Violência Natural

“Olhai em redor: o sangue corre em rios, até mesmo alegremente, como se fosse champagne. […] Que é que a civilização suaviza em nós? […] Acontece que o homem pode acabar encontrando prazer no sangue. […] Seja como for, se a civilização não tornou o homem mais sanguinário, decerto o fez mais perversamente, mais covardemente sanguinário que antes. Antes, ele via no derramamento de sangue um ato de justiça e era de consciência tranquila que exterminava quem lhe aprazia; hoje, embora considerando o derramamento de sangue uma coisa abominável, entregamo-nos a essa abominação ainda mais frequentemente que antes. Que é pior? Decidi por vós mesmos.”
— Fyodor Dostoyevsky, “Notas do Subterrâneo”.

O dia está quase acabando e bate aquele desespero que agora já me é conhecido. Eu ainda não escrevi post algum, não tenho nenhum guardado para momentos como esse, e, o que é pior, não tenho ânimo para escrever. No entanto, escrever é preciso. Como diz um amigo meu (se referindo ao hábito de correr todo dia): quando está difícil, quando não há ânimo algum, quando tudo o que você mais quer é não fazer aquilo é justamente o momento em que você mais deve fazê-lo — só nesse momento é que existe mérito verdadeiro. E, assim, me forço a escrever.

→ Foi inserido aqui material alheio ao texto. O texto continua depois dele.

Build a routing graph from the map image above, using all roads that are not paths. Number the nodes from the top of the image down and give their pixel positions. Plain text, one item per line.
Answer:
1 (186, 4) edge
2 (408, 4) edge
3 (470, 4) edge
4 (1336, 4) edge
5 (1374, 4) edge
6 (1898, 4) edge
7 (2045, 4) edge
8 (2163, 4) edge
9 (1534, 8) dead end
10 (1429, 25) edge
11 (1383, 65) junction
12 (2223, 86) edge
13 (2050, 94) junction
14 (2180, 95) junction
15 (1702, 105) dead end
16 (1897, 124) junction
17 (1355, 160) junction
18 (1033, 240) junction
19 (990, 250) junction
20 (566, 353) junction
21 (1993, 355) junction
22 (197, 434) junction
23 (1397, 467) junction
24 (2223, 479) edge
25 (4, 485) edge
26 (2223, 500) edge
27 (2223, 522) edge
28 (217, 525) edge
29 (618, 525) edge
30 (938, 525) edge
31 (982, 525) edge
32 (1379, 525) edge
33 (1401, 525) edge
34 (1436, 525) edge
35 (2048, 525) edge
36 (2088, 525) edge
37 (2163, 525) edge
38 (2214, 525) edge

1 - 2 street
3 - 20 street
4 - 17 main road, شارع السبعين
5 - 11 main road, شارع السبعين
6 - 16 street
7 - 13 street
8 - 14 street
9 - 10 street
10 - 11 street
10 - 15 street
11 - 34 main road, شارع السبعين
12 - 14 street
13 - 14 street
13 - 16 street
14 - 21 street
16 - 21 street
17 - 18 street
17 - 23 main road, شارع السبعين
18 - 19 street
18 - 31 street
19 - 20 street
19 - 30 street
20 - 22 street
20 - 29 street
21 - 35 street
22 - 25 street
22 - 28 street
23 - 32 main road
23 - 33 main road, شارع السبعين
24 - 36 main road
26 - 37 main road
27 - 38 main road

Mas tudo que vem na minha mente é o absurdo da violência em que vivemos, e cada palavra que escrevo me incomoda.

Eu acabo de dormir cerca de cinco horas ao longo de toda a tarde. Eu odeio dormir durante o dia, mas hoje foi inevitável. O motivo é que meu dia de trabalho ontem, que deveria ter durado quatorze horas, durou trinta e seis. E eu estou ficando velho.

Fomos chamados para uma missão sobre a qual não posso falar em detalhes. Mas o que interessa é que ela envolvia tentar pegar uma quadrilha de criminosos fortemente armados que vem operando em uma cidade vizinha ao Rio. O problema é que essa cidade é conhecida por ser um destino paradisíaco para quem gosta de curtir a paz de uma cidade pequena. Há muitos anos não ia para aquela região e, hoje, enquanto voltava dirigindo semi-sonâmbulo de manhã cedo, fiquei pasmo com a beleza do lugar. No entanto, se a missão tivesse sido bem-sucedida, esse mesmo lugar teria amanhecido coberto de sangue e cadáveres — talvez até o meu próprio.

Eu sou acostumado com a violência, ao menos, até certo ponto. Mas, hoje, o absurdo do que tentamos fazer ontem (ou melhor, do que tentamos impedir) se junta ao absurdo do que aconteceu a poucos dias no Rio para me deixar com um gosto amargo na boca. Em um evento de “terrorismo doméstico”, dois jovens invadiram uma escola e mataram a tiros e machadadas oito pessoas inocentes, entre alunos e funcionários, antes de matarem a si próprios. O que há para se falar sobre um ato de barbárie como esse? Muito. Mas, por pura fraqueza, hoje eu falarei muito pouco.

Quando lemos história, vemos atrocidades sem fim. Quando lemos o jornal, vemos a mesma coisa. Quando eu olho para o meu passado, vejo mortes e mais mortes. Em um esforço racional de compreensão, tentamos integrar os diversos eventos particulares que percebemos em busca de abstrair suas diferenças e focar nas suas semelhanças — são essas últimas que nos darão a essência do que vemos e, portanto, nos colocarão mais próximos de uma descrição apropriada da realidade. Qual é, então, a essência que une tudo que vejo à minha volta a tudo que vejo dentro de mim?

A natureza do homem.

E é com ansiedade que aguardo pela luz da manhã — quando nos é bem mais fácil mentir — pois, hoje, o negro da noite só me traz vergonha.